Hello! I'm a recent transplant from Southern CA, where in the past year I did a ton (easily 2 dozen, probably more) of races in the greater Long Beach area (including 2 overnight races). The club I was associated with out there was very welcoming to their "Race Crew" members (essentially auxiliary members who only participated in race events), and I was hoping to find a club somewhere relatively close to Richmond with a similar setup.

A little about me: I'm a 25 year old guy with a full-time job as an engineer. I've only been sailing for about 1.5 years, but in that time I've progressed from a novice to the point where, this past summer, I was an instructor for the club's Adult Sailing class (the course which *I* took a year before). I'm also a US Sailing certified Race Officer.

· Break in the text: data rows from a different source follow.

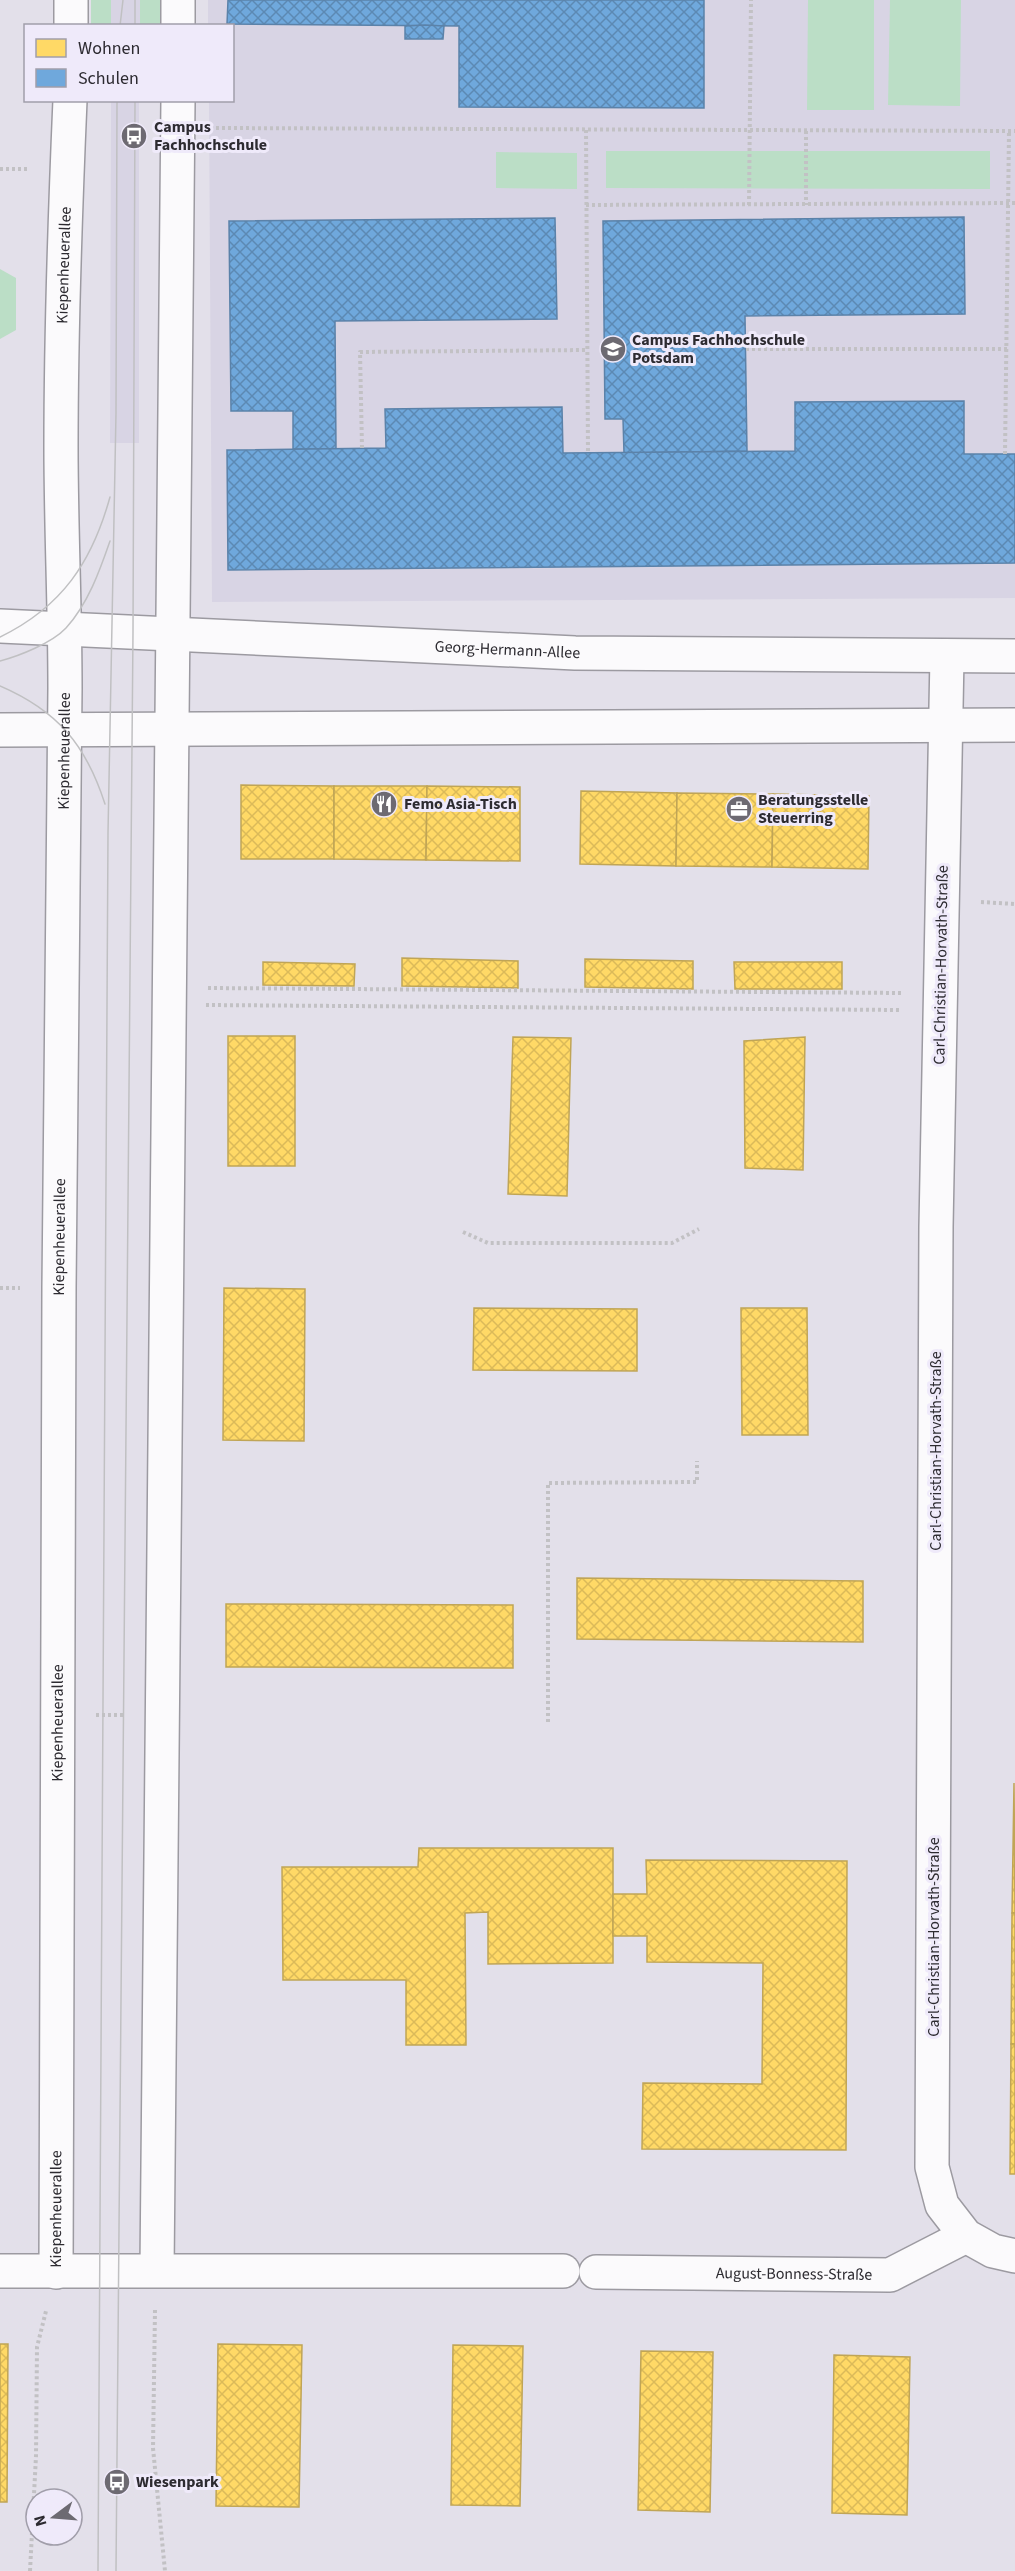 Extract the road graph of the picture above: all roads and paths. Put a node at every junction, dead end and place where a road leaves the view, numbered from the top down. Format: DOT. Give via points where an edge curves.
graph roads {
  1 [pos="71,0"];
  2 [pos="178,0"];
  3 [pos="751,0"];
  4 [pos="71,24"];
  5 [pos="178,24"];
  6 [pos="70,102"];
  7 [pos="178,102"];
  8 [pos="216,120"];
  9 [pos="586,130"];
  10 [pos="750,130"];
  11 [pos="806,131"];
  12 [pos="1009,131"];
  13 [pos="1015,131"];
  14 [pos="1012,203"];
  15 [pos="749,205"];
  16 [pos="806,205"];
  17 [pos="586,206"];
  18 [pos="746,349"];
  19 [pos="1006,349"];
  20 [pos="587,350"];
  21 [pos="362,448"];
  22 [pos="588,453"];
  23 [pos="1005,454"];
  24 [pos="0,626"];
  25 [pos="66,629"];
  26 [pos="172,634"];
  27 [pos="947,656"];
  28 [pos="1015,656"];
  29 [pos="945,725"];
  30 [pos="1015,725"];
  31 [pos="65,728"];
  32 [pos="171,729"];
  33 [pos="0,730"];
  34 [pos="168,996"];
  35 [pos="941,1002"];
  36 [pos="699,1229"];
  37 [pos="463,1232"];
  38 [pos="697,1461"];
  39 [pos="58,1714"];
  40 [pos="162,1715"];
  41 [pos="548,1722"];
  42 [pos="966,2236"];
  43 [pos="1015,2256"];
  44 [pos="157,2270"];
  45 [pos="0,2271"];
  46 [pos="563,2271"];
  47 [pos="56,2272"];
  48 [pos="596,2272"];
  49 [pos="30,2571"];
  50 [pos="165,2571"];
  1 -- 4 [label="street"];
  2 -- 5 [label="street"];
  3 -- 10 [label="path"];
  6 -- 25 [label="street, Kiepenheuerallee" via="61,442"];
  7 -- 26 [label="street"];
  8 -- 9 [label="path" via="216,130"];
  9 -- 10 [label="path"];
  9 -- 17 [label="path"];
  10 -- 11 [label="path"];
  10 -- 15 [label="path"];
  11 -- 12 [label="path"];
  11 -- 16 [label="path"];
  12 -- 13 [label="path"];
  12 -- 14 [label="path"];
  14 -- 16 [label="path"];
  14 -- 19 [label="path"];
  15 -- 16 [label="path"];
  15 -- 17 [label="path"];
  17 -- 20 [label="path"];
  18 -- 19 [label="path"];
  19 -- 23 [label="path"];
  20 -- 21 [label="path" via="360,352"];
  20 -- 22 [label="path"];
  24 -- 25 [label="street, Georg-Hermann-Allee"];
  25 -- 26 [label="street, Georg-Hermann-Allee"];
  25 -- 31 [label="street, Kiepenheuerallee"];
  26 -- 27 [label="street, Georg-Hermann-Allee" via="575,653"];
  26 -- 32 [label="street"];
  27 -- 28 [label="street, Georg-Hermann-Allee"];
  27 -- 29 [label="street, Carl-Christian-Horvath-Straße"];
  29 -- 30 [label="street"];
  29 -- 32 [label="street"];
  29 -- 35 [label="street, Carl-Christian-Horvath-Straße"];
  31 -- 32 [label="street"];
  31 -- 33 [label="street"];
  31 -- 39 [label="street, Kiepenheuerallee"];
  32 -- 34 [label="street"];
  34 -- 35 [label="path"];
  34 -- 35 [label="path"];
  34 -- 40 [label="street"];
  35 -- 42 [label="street, Carl-Christian-Horvath-Straße" via="936,1227 932,2167 942,2205"];
  36 -- 37 [label="path" via="672,1244 488,1243"];
  38 -- 41 [label="path" via="697,1482 548,1483"];
  39 -- 40 [label="path"];
  39 -- 47 [label="street, Kiepenheuerallee"];
  40 -- 44 [label="street"];
  42 -- 43 [label="street" via="993,2252"];
  42 -- 48 [label="street, August-Bonness-Straße" via="890,2275"];
  44 -- 46 [label="street, Kiepenheuerallee"];
  44 -- 47 [label="street, Kiepenheuerallee"];
  44 -- 50 [label="path" via="153,2448"];
  45 -- 47 [label="street"];
  47 -- 49 [label="path" via="36,2347"];
}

If anyone has any suggestions, they would be much appreciated!


----------



## PalmettoSailor (Mar 7, 2006)

A lot of folks from Richmond keep their boats in Deltaville. Fishing Bay Yacht Club has a very active racing program and actively recruits and trains crew from the Richmond area. Great folks and a really nice club.

Crew Training Program - Fishing Bay Yacht Club

Good Luck.

Edited to add with your credentials, I'd just contact them and see if any skippers are looking for crew. The training is more for complete non-sailors.

I had less experience than you and was able to find a spot on a boat I crewed on (when I wasn't on my own boat) semi-regularly for a couple of years.


----------



## esreed (Jan 19, 2014)

Thanks PalmettoSailor - that does look promising!


----------



## Letrappes (Apr 30, 2010)

Check out the greater Richmond sailing associating. They race dinghies mostly on swift creek reservoir just southwest of Richmond. Fishing bay yacht club I would really recommend as well. Another option is to look around Solomans island Maryland. Lots of sailboats abd racing there as well.


----------